Obama disappointed millions: Manamela

Sapa | 28 June, 2013 16:01
People hold a banner as they protest on June 28, 2013 outside the US embassy in Pretoria against the upcoming visit of US President Barak Obama in South Africa.
Image by: AFP PHOTO / STEPHANE DE SAKUTIN

Those who had hoped US President Barack Obama’s term of office would be different had been disappointed, Young Communist League (YCL) national secretary Buti Manamela said on Friday.

Obama’s three-nation tour, scheduled to bring him to South Africa later in the day, was a one-sided affair for the US's benefit, Manamela said.

"In reality, Obama is here for trade relations, not for the benefit of the continent, but the gain of United States imperialism. The benefit of American companies to continue raping our mineral resources."

Manamela and other officials led more than a thousand activists in a march to the US embassy in Arcadia, Pretoria.

"We are here to display our anger and frustrations in relation to continued US domination, not only of the economy, but the political sphere as well," he said.

"We had hoped that with his election those things would come to a decline."

The world had hoped he would withdraw troops from Afghanistan, allow Africans to use African solutions to African problems, and close down the Guantanamo Bay detention camp.

Manamela said these expectations had become a pipe dream.

Obama decided to tour Africa because America felt threatened by Chinese infiltration of the vast African market, Manamela said.

"They [the Americans] see that China is already here. It is because of that threat posed by China that America is here. This whole thing [the trip] is influenced by the fact that Africa’s economy is growing," he said.

"It is opportunistic of the Americans to present this trip as beneficial to the continent when it is part of their battle against China."

When the protesters reached the embassy, a group of Muslim activists held a prayer session. The small group moved to a place in front of the embassy, where small blankets and carpets were spread next to a public address system. A man addressed the kneeling group.

"As far as Obama is concerned, he doesn't represent any democracy. We have seen an acceleration in the killing of people. Look at Afghanistan, Iraq and other countries," he said.

The rest of the protesters, wearing mainly YCL regalia, watched the prayer session.

Numerous police officers stood at the embassy's closed entrance. More than 20 police vehicles, including a Nyala, were parked outside.

Protesters burnt an America flag near the entrance.

Some of the protesters' placards read: "Obama, stop supporting dictators in Africa. No oil here, move on"; "100 years of genocide in Iraq. War in 100 countries. Rogue State."

A young boy's poster read: "No you can't spy on me". Another placard read: "USA = Under Satanic Administration".
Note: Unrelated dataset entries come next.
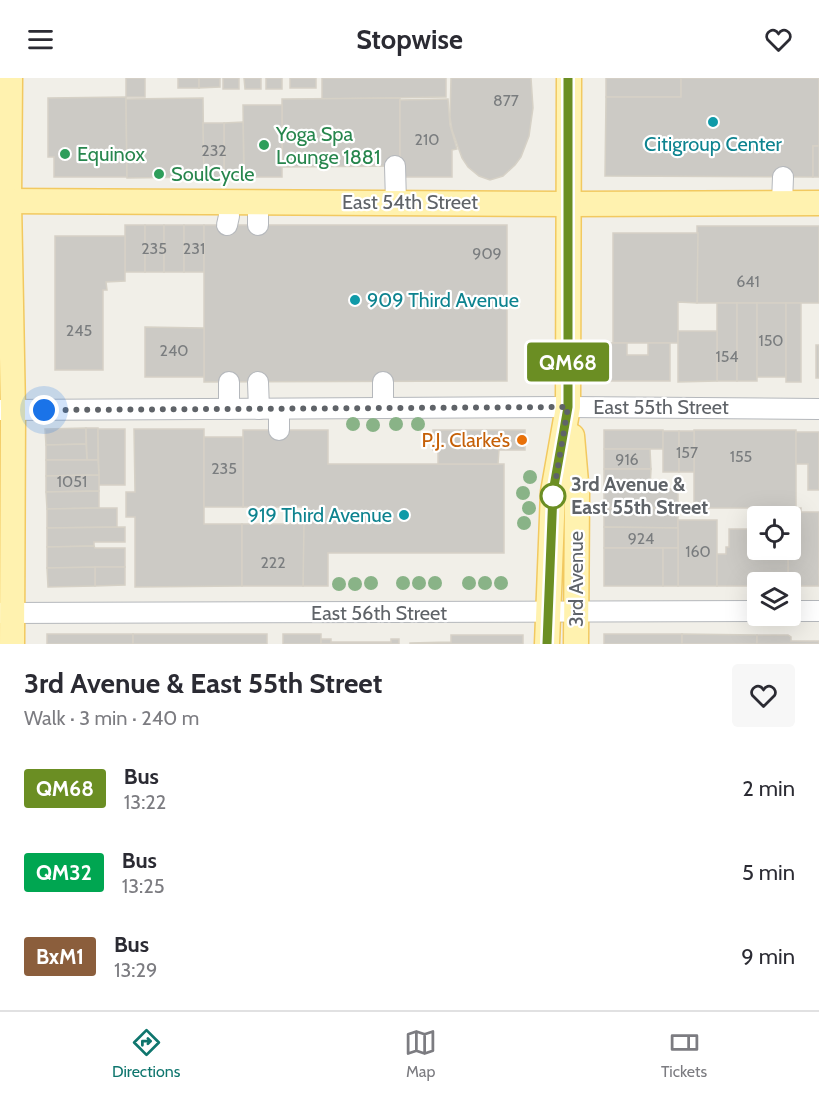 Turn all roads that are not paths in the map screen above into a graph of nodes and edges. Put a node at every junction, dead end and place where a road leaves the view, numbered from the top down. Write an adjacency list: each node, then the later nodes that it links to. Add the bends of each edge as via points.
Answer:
1 (10, 78): 5 (main road)
2 (568, 78): 9 (main road, 3rd Avenue)
3 (395, 166): 6 (street)
4 (783, 177): 7 (street)
5 (4, 201): 6 (main road, East 54th Street, via 227,213); 19 (main road)
6 (396, 202): 9 (main road, East 54th Street)
7 (782, 203): 8 (main road, East 54th Street); 9 (main road, East 54th Street)
8 (819, 203)
9 (568, 204): 13 (main road, 3rd Avenue)
10 (229, 382): 16 (street)
11 (258, 382): 17 (street)
12 (383, 382): 14 (street)
13 (568, 407): 14 (street, East 55th Street); 15 (street, East 55th Street); 24 (main road, 3rd Avenue, via 553,492); 25 (main road, 3rd Avenue, via 577,494)
14 (382, 408): 18 (street, East 55th Street)
15 (819, 408)
16 (229, 409): 17 (street, East 55th Street); 19 (street, East 55th Street)
17 (259, 409): 18 (street, East 55th Street)
18 (279, 409): 20 (street)
19 (6, 410): 26 (main road)
20 (279, 430)
21 (747, 611): 25 (street, East 56th Street)
22 (801, 611): 23 (street)
23 (819, 611)
24 (547, 612): 25 (street, East 56th Street); 26 (street, East 56th Street); 28 (main road, 3rd Avenue)
25 (576, 612): 29 (main road, 3rd Avenue)
26 (6, 613): 27 (main road)
27 (12, 644)
28 (547, 644)
29 (576, 644)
Many protesters wore orange overalls and black hoods. Some wore camouflage outfits and red berets.

A large banner bore a picture of Obama's face and the words: "Meet the world's top assassin".

The banner showed a picture of Obama behind prison bars.

Many local and international journalists, who were camped outside the nearby Medi-Clinic Heart hospital, where former president Nelson Mandela is being treated, rushed to the protesters.

As people in the group passed close to the hospital, they shouted messages of support for the ailing anti-apartheid icon.